La recherche de l’ineffable, guidés par la question “Qui suis-je ?” peut désorienter certains.
Ordinairement il existe la tendance de nous concentrer et de méditer sur une certaine chose, sur un certain objet. La question “Qui suis-je ?” appelle à la méditation sur un aspect que nous ne connaissons pas, et pour cette raison nous pourrons nous poser la question s’il est possible de méditer sur quelque chose qui n’offre aucune représentation au mental et à nos sens. En réalité, le Soi, l’Existence réelle Divine, n’est pas un objet. Dans une telle méditation, et en général dans l’attitude spirituelle éveillée et amplifiée par la question “Qui suis-je ?”, nous devons devenir lucides sans interpréter, sans juger, en nous approfondissant dans une attention de plus en plus intime et au plus profond concernant ce que nous sommes vraiment.

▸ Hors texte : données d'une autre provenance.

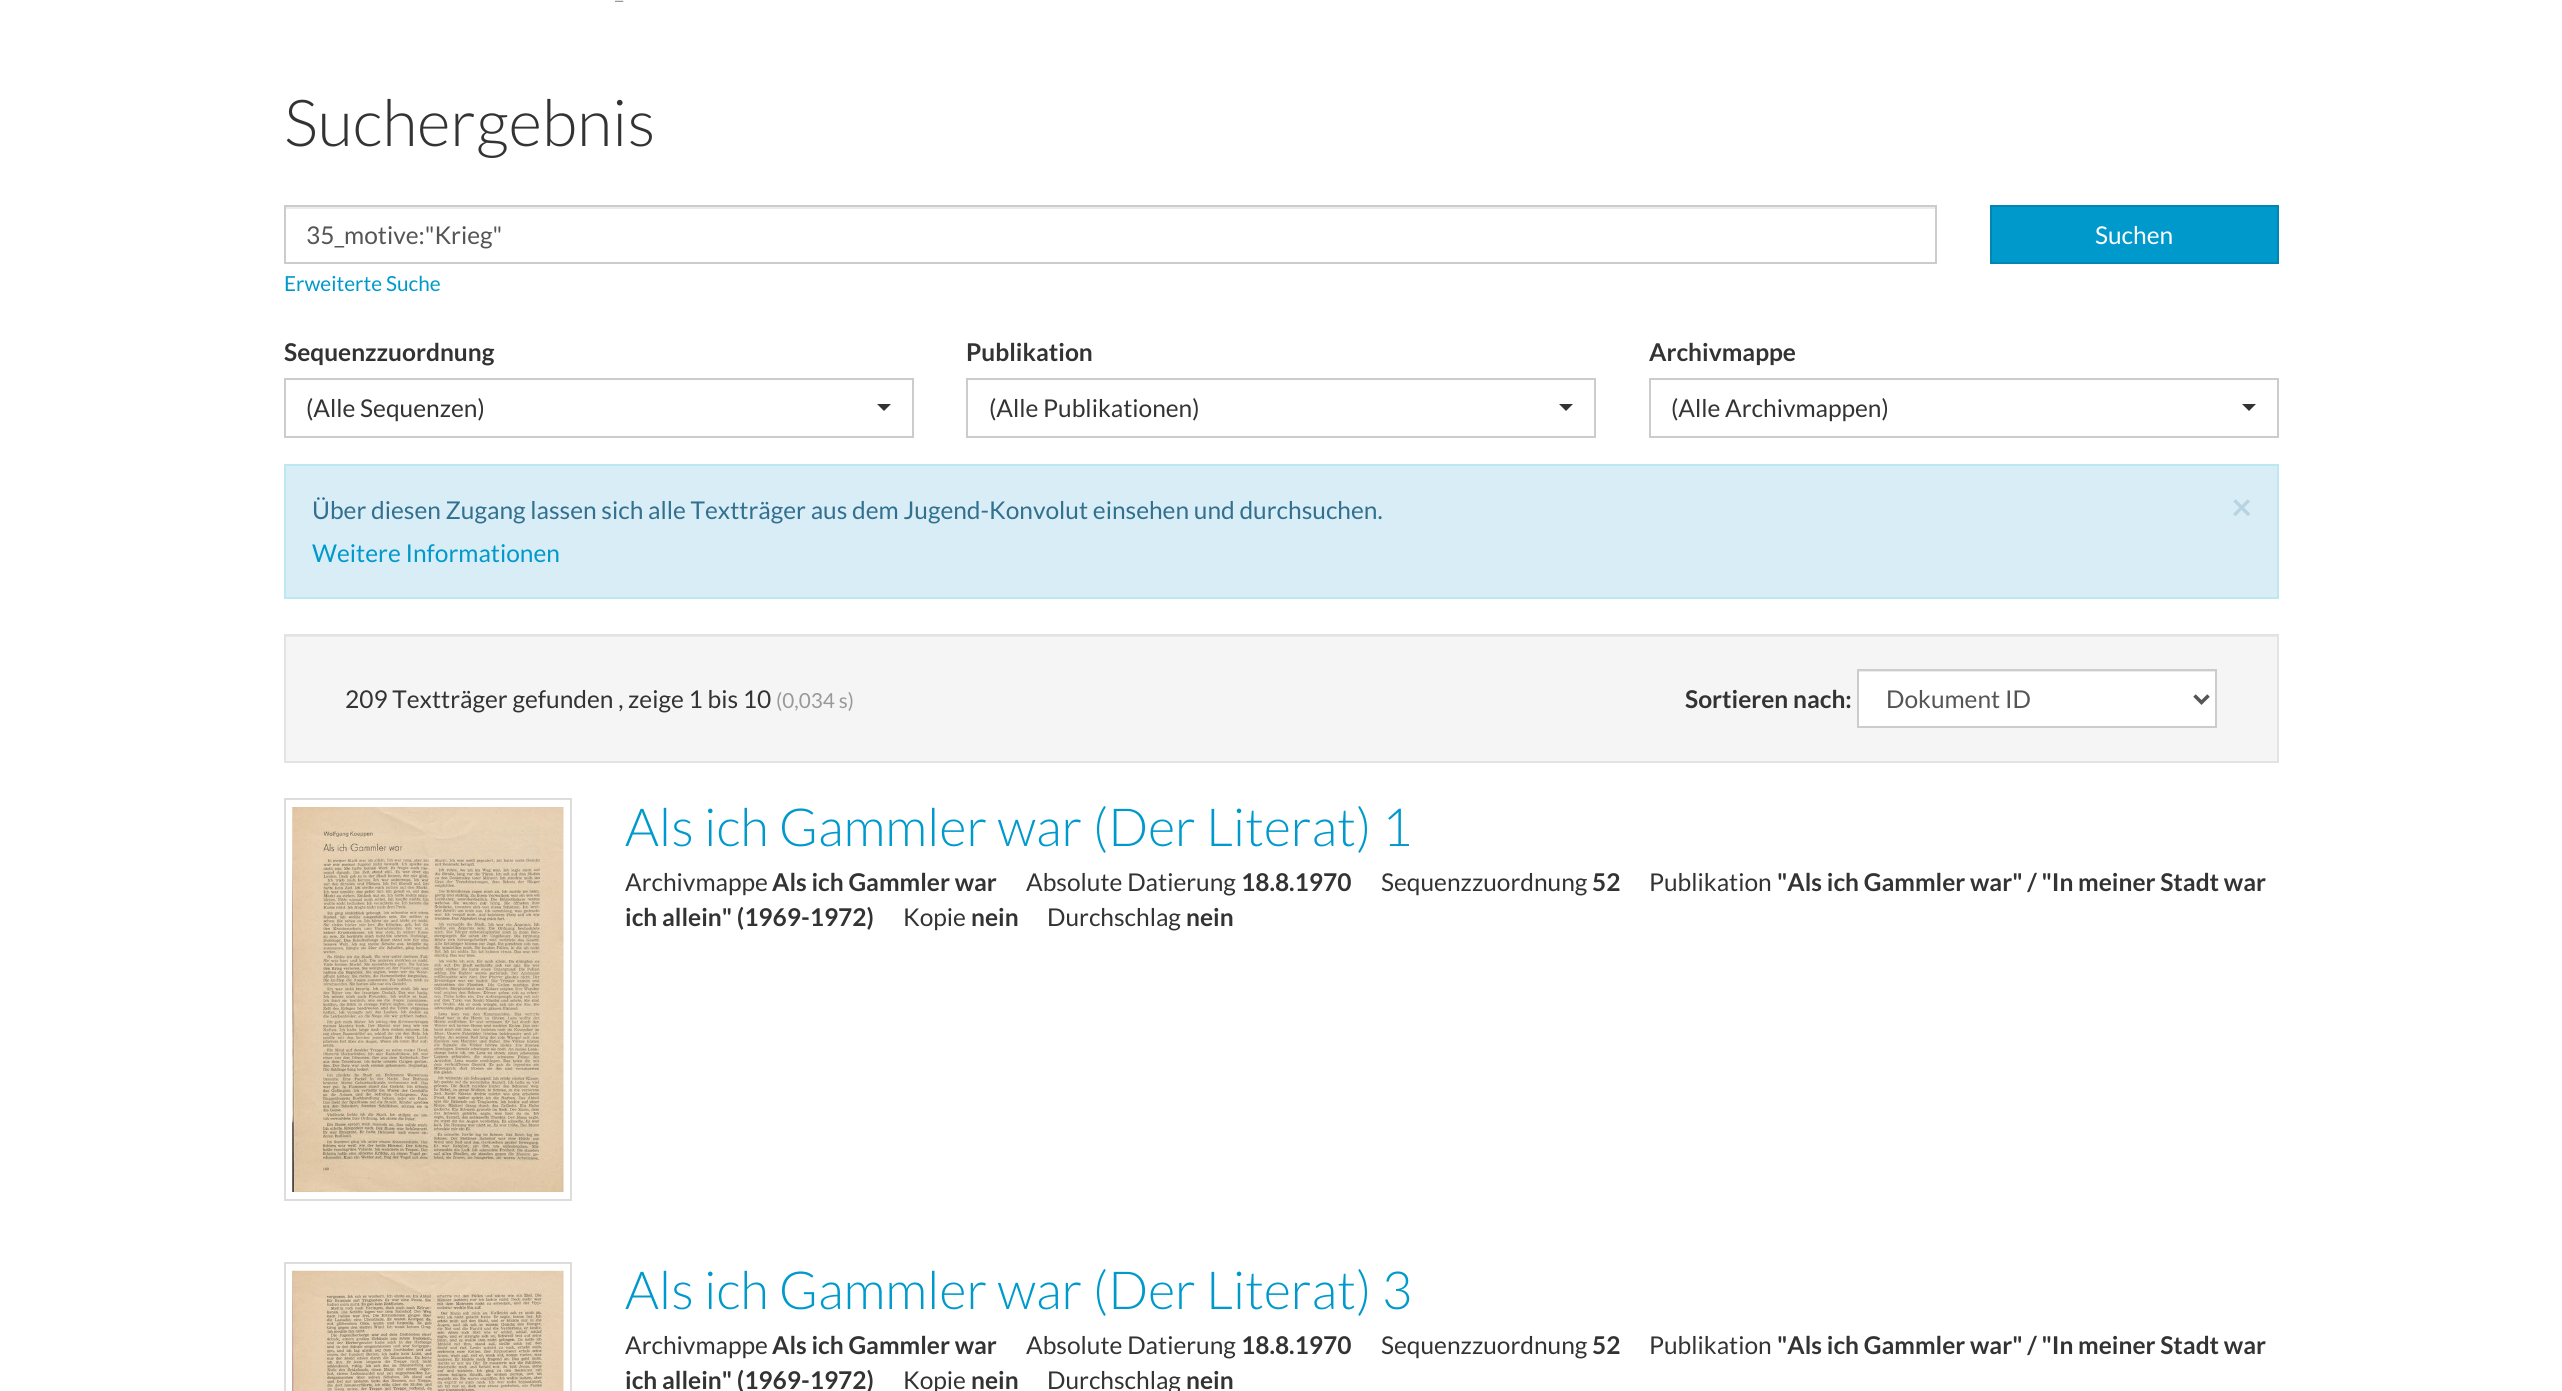 #include <cairo/cairo.h>
#include <math.h>
#include <stddef.h>


static void draw_image(cairo_t *cr, const char *path, double x, double y, double w, double h) {
  cairo_surface_t *image = cairo_image_surface_create_from_png(path);
  cairo_save(cr);
  cairo_set_source_surface(cr, image, x, y);
  cairo_rectangle(cr, x, y, w, h);
  cairo_fill(cr);
  cairo_restore(cr);
  cairo_surface_destroy(image);
}

static void draw(cairo_t *cr) {
  cairo_set_source_rgb(cr, 1, 1, 1);
  cairo_paint(cr);
  cairo_set_source_rgb(cr, 236 / 255.0, 236 / 255.0, 236 / 255.0);
  cairo_rectangle(cr, 285, 207, 1651, 2);
  cairo_fill(cr);
  cairo_rectangle(cr, 285, 206, 1651, 57);
  cairo_set_source_rgb(cr, 204 / 255.0, 204 / 255.0, 204 / 255.0);
  cairo_stroke(cr);
  cairo_set_source_rgb(cr, 0, 153 / 255.0, 204 / 255.0);
  cairo_rectangle(cr, 1991, 206, 287, 57);
  cairo_fill_preserve(cr);
  cairo_set_source_rgb(cr, 0, 134 / 255.0, 179 / 255.0);
  cairo_stroke(cr);
  cairo_rectangle(cr, 285, 379, 628, 58);
  cairo_set_source_rgb(cr, 204 / 255.0, 204 / 255.0, 204 / 255.0);
  cairo_stroke(cr);
  cairo_set_source_rgb(cr, 51 / 255.0, 51 / 255.0, 51 / 255.0);
  cairo_new_path(cr);
  cairo_move_to(cr, 877, 404);
  cairo_line_to(cr, 891, 404);
  cairo_line_to(cr, 884, 411);
  cairo_close_path(cr);
  cairo_fill(cr);
  cairo_rectangle(cr, 967, 379, 628, 58);
  cairo_set_source_rgb(cr, 204 / 255.0, 204 / 255.0, 204 / 255.0);
  cairo_stroke(cr);
  cairo_set_source_rgb(cr, 51 / 255.0, 51 / 255.0, 51 / 255.0);
  cairo_new_path(cr);
  cairo_move_to(cr, 1559, 404);
  cairo_line_to(cr, 1573, 404);
  cairo_line_to(cr, 1566, 411);
  cairo_close_path(cr);
  cairo_fill(cr);
  cairo_rectangle(cr, 1650, 379, 628, 58);
  cairo_set_source_rgb(cr, 204 / 255.0, 204 / 255.0, 204 / 255.0);
  cairo_stroke(cr);
  cairo_set_source_rgb(cr, 51 / 255.0, 51 / 255.0, 51 / 255.0);
  cairo_new_path(cr);
  cairo_move_to(cr, 2242, 404);
  cairo_line_to(cr, 2256, 404);
  cairo_line_to(cr, 2249, 411);
  cairo_close_path(cr);
  cairo_fill(cr);
  cairo_set_source_rgb(cr, 217 / 255.0, 237 / 255.0, 247 / 255.0);
  cairo_rectangle(cr, 285, 465, 1993, 133);
  cairo_fill_preserve(cr);
  cairo_set_source_rgb(cr, 188 / 255.0, 232 / 255.0, 241 / 255.0);
  cairo_stroke(cr);
  cairo_set_source_rgb(cr, 245 / 255.0, 245 / 255.0, 245 / 255.0);
  cairo_rectangle(cr, 286, 637, 1991, 124);
  cairo_fill(cr);
  cairo_set_source_rgb(cr, 233 / 255.0, 233 / 255.0, 233 / 255.0);
  cairo_rectangle(cr, 285, 636, 1992, 1);
  cairo_fill(cr);
  cairo_rectangle(cr, 285, 635, 1993, 127);
  cairo_set_source_rgb(cr, 227 / 255.0, 227 / 255.0, 227 / 255.0);
  cairo_stroke(cr);
  cairo_set_source_rgb(cr, 1, 1, 1);
  cairo_rectangle(cr, 1859, 672, 356, 54);
  cairo_fill(cr);
  cairo_set_source_rgb(cr, 236 / 255.0, 236 / 255.0, 236 / 255.0);
  cairo_rectangle(cr, 1859, 671, 357, 1);
  cairo_fill(cr);
  cairo_rectangle(cr, 1858, 670, 358, 57);
  cairo_set_source_rgb(cr, 204 / 255.0, 204 / 255.0, 204 / 255.0);
  cairo_stroke(cr);
  cairo_new_path(cr);
  cairo_move_to(cr, 2194.5, 695.5);
  cairo_line_to(cr, 2201.5, 702.5);
  cairo_line_to(cr, 2208.5, 695.5);
  cairo_set_source_rgb(cr, 85 / 255.0, 85 / 255.0, 85 / 255.0);
  cairo_set_line_width(cr, 3.5);
  cairo_stroke(cr);
  cairo_rectangle(cr, 285, 799, 286, 401);
  cairo_set_source_rgb(cr, 221 / 255.0, 221 / 255.0, 221 / 255.0);
  cairo_set_line_width(cr, 2);
  cairo_stroke(cr);
  draw_image(cr, "images/1.png", 292, 807, 272, 385);
  cairo_rectangle(cr, 285, 1263, 286, 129);
  cairo_stroke(cr);
  draw_image(cr, "images/2.png", 292, 1270, 272, 121);
  cairo_select_font_face(cr, "Lato", CAIRO_FONT_SLANT_NORMAL, CAIRO_FONT_WEIGHT_NORMAL);
  cairo_set_font_size(cr, 21);
  cairo_set_source_rgb(cr, 153 / 255.0, 153 / 255.0, 153 / 255.0);
  cairo_move_to(cr, 615, -1);
  cairo_show_text(cr, "_");
  cairo_select_font_face(cr, "Lato Light", CAIRO_FONT_SLANT_NORMAL, CAIRO_FONT_WEIGHT_NORMAL);
  cairo_set_font_size(cr, 64.75);
  cairo_set_source_rgb(cr, 51 / 255.0, 51 / 255.0, 51 / 255.0);
  cairo_move_to(cr, 284, 146);
  cairo_show_text(cr, "Suchergebnis");
  cairo_select_font_face(cr, "Lato", CAIRO_FONT_SLANT_NORMAL, CAIRO_FONT_WEIGHT_NORMAL);
  cairo_set_font_size(cr, 24.5);
  cairo_set_source_rgb(cr, 85 / 255.0, 85 / 255.0, 85 / 255.0);
  cairo_move_to(cr, 306, 244);
  cairo_show_text(cr, "35_motive:\"Krieg\"");
  cairo_set_source_rgb(cr, 1, 1, 1);
  cairo_move_to(cr, 2095, 244);
  cairo_show_text(cr, "Suchen");
  cairo_set_font_size(cr, 20.75);
  cairo_set_source_rgb(cr, 0, 153 / 255.0, 204 / 255.0);
  cairo_move_to(cr, 284, 291);
  cairo_show_text(cr, "Erweiterte Suche");
  cairo_select_font_face(cr, "Lato", CAIRO_FONT_SLANT_NORMAL, CAIRO_FONT_WEIGHT_BOLD);
  cairo_set_font_size(cr, 24.5);
  cairo_set_source_rgb(cr, 51 / 255.0, 51 / 255.0, 51 / 255.0);
  cairo_move_to(cr, 284, 361);
  cairo_show_text(cr, "Sequenzzuordnung");
  cairo_select_font_face(cr, "Lato", CAIRO_FONT_SLANT_NORMAL, CAIRO_FONT_WEIGHT_NORMAL);
  cairo_move_to(cr, 306, 417);
  cairo_show_text(cr, "(Alle Sequenzen)");
  cairo_select_font_face(cr, "Lato", CAIRO_FONT_SLANT_NORMAL, CAIRO_FONT_WEIGHT_BOLD);
  cairo_move_to(cr, 966, 361);
  cairo_show_text(cr, "Publikation");
  cairo_select_font_face(cr, "Lato", CAIRO_FONT_SLANT_NORMAL, CAIRO_FONT_WEIGHT_NORMAL);
  cairo_move_to(cr, 989, 417);
  cairo_show_text(cr, "(Alle Publikationen)");
  cairo_select_font_face(cr, "Lato", CAIRO_FONT_SLANT_NORMAL, CAIRO_FONT_WEIGHT_BOLD);
  cairo_move_to(cr, 1649, 361);
  cairo_show_text(cr, "Archivmappe");
  cairo_select_font_face(cr, "Lato", CAIRO_FONT_SLANT_NORMAL, CAIRO_FONT_WEIGHT_NORMAL);
  cairo_move_to(cr, 1671, 417);
  cairo_show_text(cr, "(Alle Archivmappen)");
  cairo_set_source_rgb(cr, 49 / 255.0, 112 / 255.0, 143 / 255.0);
  cairo_move_to(cr, 312, 519);
  cairo_show_text(cr, "Über diesen Zugang lassen sich alle Textträger aus dem Jugend-Konvolut einsehen und durchsuchen.");
  cairo_select_font_face(cr, "Lato", CAIRO_FONT_SLANT_NORMAL, CAIRO_FONT_WEIGHT_BOLD);
  cairo_set_font_size(cr, 37);
  cairo_set_source_rgb(cr, 183 / 255.0, 212 / 255.0, 226 / 255.0);
  cairo_move_to(cr, 2231, 520);
  cairo_show_text(cr, "×");
  cairo_select_font_face(cr, "Lato", CAIRO_FONT_SLANT_NORMAL, CAIRO_FONT_WEIGHT_NORMAL);
  cairo_set_font_size(cr, 24.5);
  cairo_set_source_rgb(cr, 0, 153 / 255.0, 204 / 255.0);
  cairo_move_to(cr, 312, 562);
  cairo_show_text(cr, "Weitere Informationen");
  cairo_set_source_rgb(cr, 51 / 255.0, 51 / 255.0, 51 / 255.0);
  cairo_move_to(cr, 345, 708);
  cairo_show_text(cr, "209 Textträger gefunden , zeige 1 bis 10");
  cairo_set_font_size(cr, 20.75);
  cairo_set_source_rgb(cr, 153 / 255.0, 153 / 255.0, 153 / 255.0);
  cairo_move_to(cr, 776, 708);
  cairo_show_text(cr, "(0,034 s)");
  cairo_select_font_face(cr, "Lato", CAIRO_FONT_SLANT_NORMAL, CAIRO_FONT_WEIGHT_BOLD);
  cairo_set_font_size(cr, 24.5);
  cairo_set_source_rgb(cr, 51 / 255.0, 51 / 255.0, 51 / 255.0);
  cairo_move_to(cr, 1685, 708);
  cairo_show_text(cr, "Sortieren nach:");
  cairo_select_font_face(cr, "Lato", CAIRO_FONT_SLANT_NORMAL, CAIRO_FONT_WEIGHT_NORMAL);
  cairo_set_source_rgb(cr, 85 / 255.0, 85 / 255.0, 85 / 255.0);
  cairo_move_to(cr, 1886, 708);
  cairo_show_text(cr, "Dokument ID");
  cairo_select_font_face(cr, "Lato Light", CAIRO_FONT_SLANT_NORMAL, CAIRO_FONT_WEIGHT_NORMAL);
  cairo_set_font_size(cr, 52.5);
  cairo_set_source_rgb(cr, 0, 153 / 255.0, 204 / 255.0);
  cairo_move_to(cr, 625, 846);
  cairo_show_text(cr, "Als ich Gammler war (Der Literat) 1");
  cairo_select_font_face(cr, "Lato", CAIRO_FONT_SLANT_NORMAL, CAIRO_FONT_WEIGHT_NORMAL);
  cairo_set_font_size(cr, 24.5);
  cairo_set_source_rgb(cr, 51 / 255.0, 51 / 255.0, 51 / 255.0);
  cairo_move_to(cr, 625, 891);
  cairo_show_text(cr, "Archivmappe");
  cairo_select_font_face(cr, "Lato", CAIRO_FONT_SLANT_NORMAL, CAIRO_FONT_WEIGHT_BOLD);
  cairo_move_to(cr, 772, 891);
  cairo_show_text(cr, "Als ich Gammler war");
  cairo_select_font_face(cr, "Lato", CAIRO_FONT_SLANT_NORMAL, CAIRO_FONT_WEIGHT_NORMAL);
  cairo_move_to(cr, 1026, 891);
  cairo_show_text(cr, "Absolute Datierung");
  cairo_select_font_face(cr, "Lato", CAIRO_FONT_SLANT_NORMAL, CAIRO_FONT_WEIGHT_BOLD);
  cairo_move_to(cr, 1241, 891);
  cairo_show_text(cr, "18.8.1970");
  cairo_select_font_face(cr, "Lato", CAIRO_FONT_SLANT_NORMAL, CAIRO_FONT_WEIGHT_NORMAL);
  cairo_move_to(cr, 1381, 891);
  cairo_show_text(cr, "Sequenzzuordnung");
  cairo_select_font_face(cr, "Lato", CAIRO_FONT_SLANT_NORMAL, CAIRO_FONT_WEIGHT_BOLD);
  cairo_move_to(cr, 1592, 891);
  cairo_show_text(cr, "52");
  cairo_select_font_face(cr, "Lato", CAIRO_FONT_SLANT_NORMAL, CAIRO_FONT_WEIGHT_NORMAL);
  cairo_move_to(cr, 1649, 891);
  cairo_show_text(cr, "Publikation");
  cairo_select_font_face(cr, "Lato", CAIRO_FONT_SLANT_NORMAL, CAIRO_FONT_WEIGHT_BOLD);
  cairo_move_to(cr, 1777, 891);
  cairo_show_text(cr, "\"Als ich Gammler war\" / \"In meiner Stadt war");
  cairo_move_to(cr, 625, 926);
  cairo_show_text(cr, "ich allein\" (1969-1972)");
  cairo_select_font_face(cr, "Lato", CAIRO_FONT_SLANT_NORMAL, CAIRO_FONT_WEIGHT_NORMAL);
  cairo_move_to(cr, 903, 926);
  cairo_show_text(cr, "Kopie");
  cairo_select_font_face(cr, "Lato", CAIRO_FONT_SLANT_NORMAL, CAIRO_FONT_WEIGHT_BOLD);
  cairo_move_to(cr, 971, 926);
  cairo_show_text(cr, "nein");
  cairo_select_font_face(cr, "Lato", CAIRO_FONT_SLANT_NORMAL, CAIRO_FONT_WEIGHT_NORMAL);
  cairo_move_to(cr, 1047, 926);
  cairo_show_text(cr, "Durchschlag");
  cairo_select_font_face(cr, "Lato", CAIRO_FONT_SLANT_NORMAL, CAIRO_FONT_WEIGHT_BOLD);
  cairo_move_to(cr, 1186, 926);
  cairo_show_text(cr, "nein");
  cairo_select_font_face(cr, "Lato Light", CAIRO_FONT_SLANT_NORMAL, CAIRO_FONT_WEIGHT_NORMAL);
  cairo_set_font_size(cr, 52.5);
  cairo_set_source_rgb(cr, 0, 153 / 255.0, 204 / 255.0);
  cairo_move_to(cr, 625, 1309);
  cairo_show_text(cr, "Als ich Gammler war (Der Literat) 3");
  cairo_select_font_face(cr, "Lato", CAIRO_FONT_SLANT_NORMAL, CAIRO_FONT_WEIGHT_NORMAL);
  cairo_set_font_size(cr, 24.5);
  cairo_set_source_rgb(cr, 51 / 255.0, 51 / 255.0, 51 / 255.0);
  cairo_move_to(cr, 625, 1354);
  cairo_show_text(cr, "Archivmappe");
  cairo_select_font_face(cr, "Lato", CAIRO_FONT_SLANT_NORMAL, CAIRO_FONT_WEIGHT_BOLD);
  cairo_move_to(cr, 772, 1354);
  cairo_show_text(cr, "Als ich Gammler war");
  cairo_select_font_face(cr, "Lato", CAIRO_FONT_SLANT_NORMAL, CAIRO_FONT_WEIGHT_NORMAL);
  cairo_move_to(cr, 1026, 1354);
  cairo_show_text(cr, "Absolute Datierung");
  cairo_select_font_face(cr, "Lato", CAIRO_FONT_SLANT_NORMAL, CAIRO_FONT_WEIGHT_BOLD);
  cairo_move_to(cr, 1241, 1354);
  cairo_show_text(cr, "18.8.1970");
  cairo_select_font_face(cr, "Lato", CAIRO_FONT_SLANT_NORMAL, CAIRO_FONT_WEIGHT_NORMAL);
  cairo_move_to(cr, 1381, 1354);
  cairo_show_text(cr, "Sequenzzuordnung");
  cairo_select_font_face(cr, "Lato", CAIRO_FONT_SLANT_NORMAL, CAIRO_FONT_WEIGHT_BOLD);
  cairo_move_to(cr, 1592, 1354);
  cairo_show_text(cr, "52");
  cairo_select_font_face(cr, "Lato", CAIRO_FONT_SLANT_NORMAL, CAIRO_FONT_WEIGHT_NORMAL);
  cairo_move_to(cr, 1649, 1354);
  cairo_show_text(cr, "Publikation");
  cairo_select_font_face(cr, "Lato", CAIRO_FONT_SLANT_NORMAL, CAIRO_FONT_WEIGHT_BOLD);
  cairo_move_to(cr, 1777, 1354);
  cairo_show_text(cr, "\"Als ich Gammler war\" / \"In meiner Stadt war");
  cairo_move_to(cr, 625, 1389);
  cairo_show_text(cr, "ich allein\" (1969-1972)");
  cairo_select_font_face(cr, "Lato", CAIRO_FONT_SLANT_NORMAL, CAIRO_FONT_WEIGHT_NORMAL);
  cairo_move_to(cr, 903, 1389);
  cairo_show_text(cr, "Kopie");
  cairo_select_font_face(cr, "Lato", CAIRO_FONT_SLANT_NORMAL, CAIRO_FONT_WEIGHT_BOLD);
  cairo_move_to(cr, 971, 1389);
  cairo_show_text(cr, "nein");
  cairo_select_font_face(cr, "Lato", CAIRO_FONT_SLANT_NORMAL, CAIRO_FONT_WEIGHT_NORMAL);
  cairo_move_to(cr, 1047, 1389);
  cairo_show_text(cr, "Durchschlag");
  cairo_select_font_face(cr, "Lato", CAIRO_FONT_SLANT_NORMAL, CAIRO_FONT_WEIGHT_BOLD);
  cairo_move_to(cr, 1186, 1389);
  cairo_show_text(cr, "nein");
}

int main(void) {
  cairo_surface_t *surface = cairo_image_surface_create(CAIRO_FORMAT_RGB24, 2562, 1391);
  cairo_t *cr = cairo_create(surface);
  cairo_font_options_t *options = cairo_font_options_create();
  cairo_font_options_set_hint_metrics(options, CAIRO_HINT_METRICS_OFF);
  cairo_font_options_set_hint_style(options, CAIRO_HINT_STYLE_NONE);
  cairo_set_font_options(cr, options);
  cairo_set_miter_limit(cr, 4);
  draw(cr);
  cairo_surface_write_to_png(surface, "out.png");
  cairo_font_options_destroy(options);
  cairo_destroy(cr);
  cairo_surface_destroy(surface);
  return 0;
}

La question “Qui suis-je ?” a une qualité très spéciale, parce qu’elle détermine le mental à être confronté à l’état de vide. Si on a la force de ne rien superposer à ce vide (aucun concept, aucun attribut), la Réalité de JE SUIS, du Soi survient. Cette neutralité est une condition sine qua non. Lorsque nous disons “Qui suis-je ?” et que nous maintenons la conscience en état de disponibilité, libérée de toute expression, nous lui offrons (à la Conscience) la possibilité de retourner au Sujet Pur, le Soi Suprême, ATMAN. Si nous ne permettons pas au mental de s’accrocher aux qualificatifs, nous lui transmettons un état de totale suspension, qui nous permet de revenir vers nous-mêmes, pour découvrir l’être dans sa pureté originaire.
Pour cette raison à chaque fois que le mental a tendance à d’accrocher à un concept, dans le désir d’expliquer et d’objectiver l’expérience ineffable du Soi, il est nécessaire de faire appel à la célèbre négation védantique: “Neti, neti”(Ce n’est pas ceci, ce n’est pas cela). Une telle voie est en définitive l’élimination de tout ce qui est connu, parce que, pour le moment, l’expérience de la nature véritable de notre Soi est quelque chose d’inconnu. Seulement en éliminant ce qui est inconnu, c’est-à-dire les pensées, les perceptions et nos émotions, il sera possible de réintégrer le Moi Ultime, l’Éternel Présent.